Powell’s opinion of Bryant has never shifted throughout the years, but he has seen that development within a lot of people. That has become something that doesn’t sit right with him.
“It’s been a little bit of disrespect going. There’s really a lot of disrespect going on in regards to him, his name, his legacy, all these things. Anything below the top three in anybody’s list I’m not in favor of,” Powell said.
Unlike the majority of legendary players in NBA history, Bryant’s career has a unique checkpoint. Ahead of the 2006-07 season, Bryant changed his jersey number from 8 to 24. Powell illustrates the key difference between these two versions of Bryant, which only adds to the five-time NBA champion’s legacy.
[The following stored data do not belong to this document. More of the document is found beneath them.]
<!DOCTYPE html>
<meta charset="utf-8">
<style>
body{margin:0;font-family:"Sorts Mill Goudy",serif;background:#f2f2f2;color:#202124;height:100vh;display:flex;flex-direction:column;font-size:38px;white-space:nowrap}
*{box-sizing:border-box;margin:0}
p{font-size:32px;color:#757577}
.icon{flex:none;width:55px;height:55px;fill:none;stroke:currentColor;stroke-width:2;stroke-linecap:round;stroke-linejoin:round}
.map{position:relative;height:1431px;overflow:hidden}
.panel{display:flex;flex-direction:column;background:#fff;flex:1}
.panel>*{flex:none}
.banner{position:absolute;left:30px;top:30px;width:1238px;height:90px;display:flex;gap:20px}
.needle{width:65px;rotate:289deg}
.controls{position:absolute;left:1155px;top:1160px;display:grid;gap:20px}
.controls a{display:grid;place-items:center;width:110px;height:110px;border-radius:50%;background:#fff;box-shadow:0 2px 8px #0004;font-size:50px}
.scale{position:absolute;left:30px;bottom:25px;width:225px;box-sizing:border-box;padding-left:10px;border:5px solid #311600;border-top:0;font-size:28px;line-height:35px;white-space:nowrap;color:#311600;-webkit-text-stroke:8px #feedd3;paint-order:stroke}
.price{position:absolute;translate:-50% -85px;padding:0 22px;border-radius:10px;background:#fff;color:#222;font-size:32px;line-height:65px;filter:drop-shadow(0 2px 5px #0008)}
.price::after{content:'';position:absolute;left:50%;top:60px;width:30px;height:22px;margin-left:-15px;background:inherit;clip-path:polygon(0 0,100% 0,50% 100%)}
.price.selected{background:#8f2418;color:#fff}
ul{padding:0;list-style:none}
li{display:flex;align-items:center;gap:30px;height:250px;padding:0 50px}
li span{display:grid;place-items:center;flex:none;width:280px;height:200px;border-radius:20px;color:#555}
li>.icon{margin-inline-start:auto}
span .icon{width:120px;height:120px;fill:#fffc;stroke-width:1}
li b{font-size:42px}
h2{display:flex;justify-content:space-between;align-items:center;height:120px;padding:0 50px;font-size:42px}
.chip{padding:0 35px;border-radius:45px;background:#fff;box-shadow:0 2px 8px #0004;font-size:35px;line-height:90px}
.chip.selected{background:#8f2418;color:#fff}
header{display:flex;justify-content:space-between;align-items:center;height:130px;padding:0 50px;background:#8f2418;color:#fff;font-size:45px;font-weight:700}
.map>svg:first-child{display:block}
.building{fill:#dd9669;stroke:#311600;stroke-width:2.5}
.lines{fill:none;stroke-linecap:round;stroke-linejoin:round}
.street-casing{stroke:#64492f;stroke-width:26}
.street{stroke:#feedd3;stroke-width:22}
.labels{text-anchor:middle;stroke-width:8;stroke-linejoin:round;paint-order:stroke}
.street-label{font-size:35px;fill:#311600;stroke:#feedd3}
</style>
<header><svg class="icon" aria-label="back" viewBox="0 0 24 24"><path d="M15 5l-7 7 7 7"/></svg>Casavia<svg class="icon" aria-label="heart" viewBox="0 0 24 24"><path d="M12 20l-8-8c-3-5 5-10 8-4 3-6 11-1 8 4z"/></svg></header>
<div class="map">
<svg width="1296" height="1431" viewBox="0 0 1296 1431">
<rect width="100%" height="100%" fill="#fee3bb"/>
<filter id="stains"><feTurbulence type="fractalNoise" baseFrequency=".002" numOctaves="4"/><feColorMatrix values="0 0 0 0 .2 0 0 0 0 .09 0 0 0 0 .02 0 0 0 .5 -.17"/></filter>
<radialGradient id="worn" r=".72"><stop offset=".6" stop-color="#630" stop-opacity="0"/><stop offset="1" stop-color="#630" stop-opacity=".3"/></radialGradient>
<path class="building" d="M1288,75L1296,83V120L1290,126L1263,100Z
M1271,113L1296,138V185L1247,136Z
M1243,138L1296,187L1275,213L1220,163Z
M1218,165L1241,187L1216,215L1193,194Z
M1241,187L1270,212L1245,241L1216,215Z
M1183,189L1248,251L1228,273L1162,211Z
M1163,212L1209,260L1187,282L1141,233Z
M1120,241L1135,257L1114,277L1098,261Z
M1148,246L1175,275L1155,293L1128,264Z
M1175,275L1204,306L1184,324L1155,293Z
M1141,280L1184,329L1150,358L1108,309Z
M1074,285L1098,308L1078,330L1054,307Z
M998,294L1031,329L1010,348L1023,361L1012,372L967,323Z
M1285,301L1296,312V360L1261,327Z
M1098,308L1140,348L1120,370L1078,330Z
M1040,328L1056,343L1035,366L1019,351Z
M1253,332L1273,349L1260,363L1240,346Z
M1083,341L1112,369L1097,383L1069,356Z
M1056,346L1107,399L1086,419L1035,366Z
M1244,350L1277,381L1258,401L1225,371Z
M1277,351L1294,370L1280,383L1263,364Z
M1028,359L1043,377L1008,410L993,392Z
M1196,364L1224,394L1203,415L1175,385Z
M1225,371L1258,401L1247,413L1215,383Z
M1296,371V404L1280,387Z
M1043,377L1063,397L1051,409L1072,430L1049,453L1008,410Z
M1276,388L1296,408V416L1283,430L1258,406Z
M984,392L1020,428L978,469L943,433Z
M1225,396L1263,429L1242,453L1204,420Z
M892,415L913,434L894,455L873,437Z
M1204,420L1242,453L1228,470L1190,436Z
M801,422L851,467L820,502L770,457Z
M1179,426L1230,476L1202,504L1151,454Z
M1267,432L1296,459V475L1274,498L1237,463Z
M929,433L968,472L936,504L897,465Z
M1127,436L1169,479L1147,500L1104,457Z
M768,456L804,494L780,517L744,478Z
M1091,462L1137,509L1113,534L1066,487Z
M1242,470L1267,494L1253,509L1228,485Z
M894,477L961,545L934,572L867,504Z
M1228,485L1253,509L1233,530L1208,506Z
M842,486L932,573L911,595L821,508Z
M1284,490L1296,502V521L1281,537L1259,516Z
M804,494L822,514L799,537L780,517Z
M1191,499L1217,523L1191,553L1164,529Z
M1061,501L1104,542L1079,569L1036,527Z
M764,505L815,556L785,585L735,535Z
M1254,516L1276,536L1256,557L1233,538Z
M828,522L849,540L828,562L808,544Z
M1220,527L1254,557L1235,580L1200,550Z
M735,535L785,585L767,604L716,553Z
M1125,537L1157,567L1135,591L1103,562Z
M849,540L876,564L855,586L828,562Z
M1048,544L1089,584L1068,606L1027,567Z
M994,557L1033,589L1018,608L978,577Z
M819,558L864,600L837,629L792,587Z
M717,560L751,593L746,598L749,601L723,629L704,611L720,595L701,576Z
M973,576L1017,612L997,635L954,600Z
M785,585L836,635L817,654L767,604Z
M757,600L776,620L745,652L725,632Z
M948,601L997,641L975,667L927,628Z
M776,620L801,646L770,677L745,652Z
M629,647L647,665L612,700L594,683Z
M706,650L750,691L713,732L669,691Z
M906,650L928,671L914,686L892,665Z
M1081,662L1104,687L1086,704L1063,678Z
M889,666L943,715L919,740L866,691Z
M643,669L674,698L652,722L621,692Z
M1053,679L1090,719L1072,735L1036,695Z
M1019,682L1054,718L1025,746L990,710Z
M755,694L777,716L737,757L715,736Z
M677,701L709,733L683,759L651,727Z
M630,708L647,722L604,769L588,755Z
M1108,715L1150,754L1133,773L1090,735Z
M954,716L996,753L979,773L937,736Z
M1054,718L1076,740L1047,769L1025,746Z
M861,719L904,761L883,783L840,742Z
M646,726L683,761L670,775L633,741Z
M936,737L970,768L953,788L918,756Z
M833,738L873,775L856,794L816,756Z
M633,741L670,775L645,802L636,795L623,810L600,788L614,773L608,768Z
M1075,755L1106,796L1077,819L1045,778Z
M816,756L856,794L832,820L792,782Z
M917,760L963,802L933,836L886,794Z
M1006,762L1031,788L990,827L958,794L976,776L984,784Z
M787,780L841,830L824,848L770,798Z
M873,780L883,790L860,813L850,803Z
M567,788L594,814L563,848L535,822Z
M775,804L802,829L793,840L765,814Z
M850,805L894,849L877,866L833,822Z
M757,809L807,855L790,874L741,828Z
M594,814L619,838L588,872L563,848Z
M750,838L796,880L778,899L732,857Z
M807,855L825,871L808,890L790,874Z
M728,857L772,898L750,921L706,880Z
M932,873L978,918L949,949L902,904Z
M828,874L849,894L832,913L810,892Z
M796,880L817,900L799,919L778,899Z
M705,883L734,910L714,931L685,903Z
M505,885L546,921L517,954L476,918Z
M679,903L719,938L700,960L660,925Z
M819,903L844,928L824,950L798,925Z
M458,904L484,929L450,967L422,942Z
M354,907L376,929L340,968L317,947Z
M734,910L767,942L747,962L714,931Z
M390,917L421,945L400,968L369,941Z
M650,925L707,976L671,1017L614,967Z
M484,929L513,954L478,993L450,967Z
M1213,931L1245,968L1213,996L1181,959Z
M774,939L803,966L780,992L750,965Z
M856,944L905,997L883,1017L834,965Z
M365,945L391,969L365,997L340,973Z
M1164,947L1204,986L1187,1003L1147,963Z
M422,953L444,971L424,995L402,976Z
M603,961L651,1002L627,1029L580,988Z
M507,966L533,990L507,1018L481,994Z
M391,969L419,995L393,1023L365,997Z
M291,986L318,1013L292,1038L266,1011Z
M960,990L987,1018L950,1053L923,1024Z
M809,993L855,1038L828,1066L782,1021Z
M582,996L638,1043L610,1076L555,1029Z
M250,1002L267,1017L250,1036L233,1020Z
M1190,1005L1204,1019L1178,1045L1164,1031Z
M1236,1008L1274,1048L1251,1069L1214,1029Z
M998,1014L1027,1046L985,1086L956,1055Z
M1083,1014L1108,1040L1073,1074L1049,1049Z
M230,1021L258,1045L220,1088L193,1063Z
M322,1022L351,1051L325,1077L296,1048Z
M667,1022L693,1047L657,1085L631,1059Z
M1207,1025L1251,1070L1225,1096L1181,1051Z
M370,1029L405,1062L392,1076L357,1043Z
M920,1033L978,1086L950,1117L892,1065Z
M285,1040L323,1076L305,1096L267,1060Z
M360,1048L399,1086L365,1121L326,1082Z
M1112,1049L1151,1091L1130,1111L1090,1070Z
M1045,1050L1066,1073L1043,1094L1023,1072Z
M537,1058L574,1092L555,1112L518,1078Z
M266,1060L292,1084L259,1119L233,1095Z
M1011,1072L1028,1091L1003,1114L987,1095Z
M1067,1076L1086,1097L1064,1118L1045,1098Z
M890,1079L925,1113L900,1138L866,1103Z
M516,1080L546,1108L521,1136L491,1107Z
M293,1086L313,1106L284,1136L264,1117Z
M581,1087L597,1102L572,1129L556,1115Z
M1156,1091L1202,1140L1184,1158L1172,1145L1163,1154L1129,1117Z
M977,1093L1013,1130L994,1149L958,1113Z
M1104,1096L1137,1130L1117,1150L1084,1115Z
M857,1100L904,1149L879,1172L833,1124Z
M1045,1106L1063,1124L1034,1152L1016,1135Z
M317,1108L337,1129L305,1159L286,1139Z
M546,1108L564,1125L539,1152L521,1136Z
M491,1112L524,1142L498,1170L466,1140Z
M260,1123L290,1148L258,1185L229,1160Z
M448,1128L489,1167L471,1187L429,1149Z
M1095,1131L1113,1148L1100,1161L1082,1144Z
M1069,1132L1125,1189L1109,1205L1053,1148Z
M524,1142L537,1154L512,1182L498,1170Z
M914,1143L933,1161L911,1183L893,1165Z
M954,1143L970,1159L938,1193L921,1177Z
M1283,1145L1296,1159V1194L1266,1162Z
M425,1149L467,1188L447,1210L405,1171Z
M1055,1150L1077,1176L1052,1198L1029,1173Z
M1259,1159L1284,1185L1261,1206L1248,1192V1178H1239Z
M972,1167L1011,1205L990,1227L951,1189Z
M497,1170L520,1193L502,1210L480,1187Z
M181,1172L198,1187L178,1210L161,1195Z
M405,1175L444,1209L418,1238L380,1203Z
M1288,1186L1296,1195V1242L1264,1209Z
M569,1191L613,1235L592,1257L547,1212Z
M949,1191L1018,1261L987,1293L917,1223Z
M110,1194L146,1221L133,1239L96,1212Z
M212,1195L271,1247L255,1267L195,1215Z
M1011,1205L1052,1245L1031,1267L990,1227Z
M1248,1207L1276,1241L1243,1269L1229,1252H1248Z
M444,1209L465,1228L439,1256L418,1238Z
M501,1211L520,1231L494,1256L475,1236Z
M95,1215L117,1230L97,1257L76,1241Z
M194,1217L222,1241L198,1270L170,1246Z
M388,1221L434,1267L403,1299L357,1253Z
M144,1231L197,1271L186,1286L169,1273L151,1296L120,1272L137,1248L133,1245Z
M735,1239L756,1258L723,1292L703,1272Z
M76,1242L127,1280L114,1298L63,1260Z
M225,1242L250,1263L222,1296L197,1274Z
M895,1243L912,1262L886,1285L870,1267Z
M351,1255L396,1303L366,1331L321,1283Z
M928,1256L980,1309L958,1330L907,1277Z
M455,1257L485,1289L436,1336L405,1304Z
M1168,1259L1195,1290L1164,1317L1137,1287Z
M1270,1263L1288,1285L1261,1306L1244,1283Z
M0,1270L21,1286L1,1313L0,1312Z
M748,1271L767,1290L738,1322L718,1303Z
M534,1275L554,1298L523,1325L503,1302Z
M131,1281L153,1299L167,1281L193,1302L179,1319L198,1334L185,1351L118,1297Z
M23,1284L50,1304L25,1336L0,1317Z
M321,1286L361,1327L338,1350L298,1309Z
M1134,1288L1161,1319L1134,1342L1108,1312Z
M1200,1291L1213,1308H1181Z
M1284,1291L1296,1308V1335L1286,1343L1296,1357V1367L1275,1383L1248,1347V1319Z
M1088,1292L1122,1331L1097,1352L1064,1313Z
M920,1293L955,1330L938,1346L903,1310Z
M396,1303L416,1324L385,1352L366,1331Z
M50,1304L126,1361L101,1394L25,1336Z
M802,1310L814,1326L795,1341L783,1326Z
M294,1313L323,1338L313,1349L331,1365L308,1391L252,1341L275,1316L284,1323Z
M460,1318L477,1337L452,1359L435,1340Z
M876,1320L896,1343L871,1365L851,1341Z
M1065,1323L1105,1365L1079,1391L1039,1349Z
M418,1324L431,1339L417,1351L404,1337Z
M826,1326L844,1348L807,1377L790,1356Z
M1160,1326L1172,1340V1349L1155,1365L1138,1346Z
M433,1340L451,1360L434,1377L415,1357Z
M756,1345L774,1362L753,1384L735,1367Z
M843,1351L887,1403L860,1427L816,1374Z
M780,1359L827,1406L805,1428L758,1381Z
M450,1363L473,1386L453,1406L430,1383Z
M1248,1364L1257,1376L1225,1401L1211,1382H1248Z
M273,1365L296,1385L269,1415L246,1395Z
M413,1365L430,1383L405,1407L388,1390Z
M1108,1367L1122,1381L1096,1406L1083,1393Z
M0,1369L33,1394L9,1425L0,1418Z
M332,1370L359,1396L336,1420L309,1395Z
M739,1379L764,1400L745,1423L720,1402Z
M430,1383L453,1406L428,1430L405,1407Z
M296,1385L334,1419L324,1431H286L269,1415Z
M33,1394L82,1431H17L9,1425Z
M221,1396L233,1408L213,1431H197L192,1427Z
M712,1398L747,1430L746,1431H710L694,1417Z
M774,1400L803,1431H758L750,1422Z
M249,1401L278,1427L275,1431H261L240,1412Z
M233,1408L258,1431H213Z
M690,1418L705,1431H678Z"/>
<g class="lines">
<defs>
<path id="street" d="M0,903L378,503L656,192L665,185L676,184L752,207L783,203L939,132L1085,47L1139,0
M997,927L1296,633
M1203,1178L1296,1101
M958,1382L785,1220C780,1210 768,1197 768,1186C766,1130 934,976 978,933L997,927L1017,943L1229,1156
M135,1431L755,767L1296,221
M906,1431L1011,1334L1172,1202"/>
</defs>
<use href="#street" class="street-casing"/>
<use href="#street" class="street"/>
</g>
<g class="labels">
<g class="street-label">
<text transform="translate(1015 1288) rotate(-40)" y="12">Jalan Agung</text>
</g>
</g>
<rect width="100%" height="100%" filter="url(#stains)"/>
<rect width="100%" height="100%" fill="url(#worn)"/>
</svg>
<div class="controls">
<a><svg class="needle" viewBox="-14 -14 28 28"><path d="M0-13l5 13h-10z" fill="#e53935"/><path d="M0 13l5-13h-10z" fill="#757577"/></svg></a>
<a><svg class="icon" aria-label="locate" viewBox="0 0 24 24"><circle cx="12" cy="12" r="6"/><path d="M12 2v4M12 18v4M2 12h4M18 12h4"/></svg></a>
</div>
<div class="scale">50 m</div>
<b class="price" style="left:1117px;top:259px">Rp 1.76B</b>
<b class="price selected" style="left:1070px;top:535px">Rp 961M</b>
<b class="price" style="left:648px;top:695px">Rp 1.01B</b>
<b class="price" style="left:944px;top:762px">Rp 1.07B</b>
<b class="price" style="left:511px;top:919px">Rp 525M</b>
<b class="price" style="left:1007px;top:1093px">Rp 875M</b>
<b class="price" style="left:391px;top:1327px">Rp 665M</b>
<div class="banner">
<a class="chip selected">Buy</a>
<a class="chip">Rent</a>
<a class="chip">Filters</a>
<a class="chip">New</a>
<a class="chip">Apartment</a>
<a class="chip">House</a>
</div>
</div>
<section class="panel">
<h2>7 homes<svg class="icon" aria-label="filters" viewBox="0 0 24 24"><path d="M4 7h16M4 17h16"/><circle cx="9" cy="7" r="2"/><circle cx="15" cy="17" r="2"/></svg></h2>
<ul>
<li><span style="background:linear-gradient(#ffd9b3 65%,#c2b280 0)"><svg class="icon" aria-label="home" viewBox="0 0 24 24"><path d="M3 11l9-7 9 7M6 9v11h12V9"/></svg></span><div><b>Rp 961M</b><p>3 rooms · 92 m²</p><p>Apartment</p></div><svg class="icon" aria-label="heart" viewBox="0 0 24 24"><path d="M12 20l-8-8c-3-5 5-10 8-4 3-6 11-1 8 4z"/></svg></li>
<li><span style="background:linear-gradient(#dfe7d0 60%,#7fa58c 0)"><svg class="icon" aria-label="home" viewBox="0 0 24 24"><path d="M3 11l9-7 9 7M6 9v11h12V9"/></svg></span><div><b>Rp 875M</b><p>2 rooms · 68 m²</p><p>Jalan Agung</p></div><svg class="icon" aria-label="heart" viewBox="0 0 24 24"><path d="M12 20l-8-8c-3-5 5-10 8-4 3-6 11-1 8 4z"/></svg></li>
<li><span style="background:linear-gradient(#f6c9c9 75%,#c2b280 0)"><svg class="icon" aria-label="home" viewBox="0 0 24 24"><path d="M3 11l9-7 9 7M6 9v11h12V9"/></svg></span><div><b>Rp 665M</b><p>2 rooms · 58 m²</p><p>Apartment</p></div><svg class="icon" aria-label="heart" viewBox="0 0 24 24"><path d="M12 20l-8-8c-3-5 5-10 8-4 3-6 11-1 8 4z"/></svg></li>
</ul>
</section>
“Early on, it’s like number 8 is an a-hole and he’s not talking to anybody. He was growing and learning, too. I had the chance to play with number 24. I didn’t have a chance to play with number 8,” Powell said.
By the time Powell arrived on the Lakers, Bryant had become a maestro of the game and didn’t carry any childish traits he once did. His mind became fixated on winning and doing whatever it took to achieve those goals. It turned out to go pretty well as he led the Lakers to two more championships, years after winning three in a row in the early 2000s.
Powell is just one of many former teammates and peers to rave about Bryant as a player and as a person. These accounts are only testaments of the type of legacy Bryant left, which will never fade away.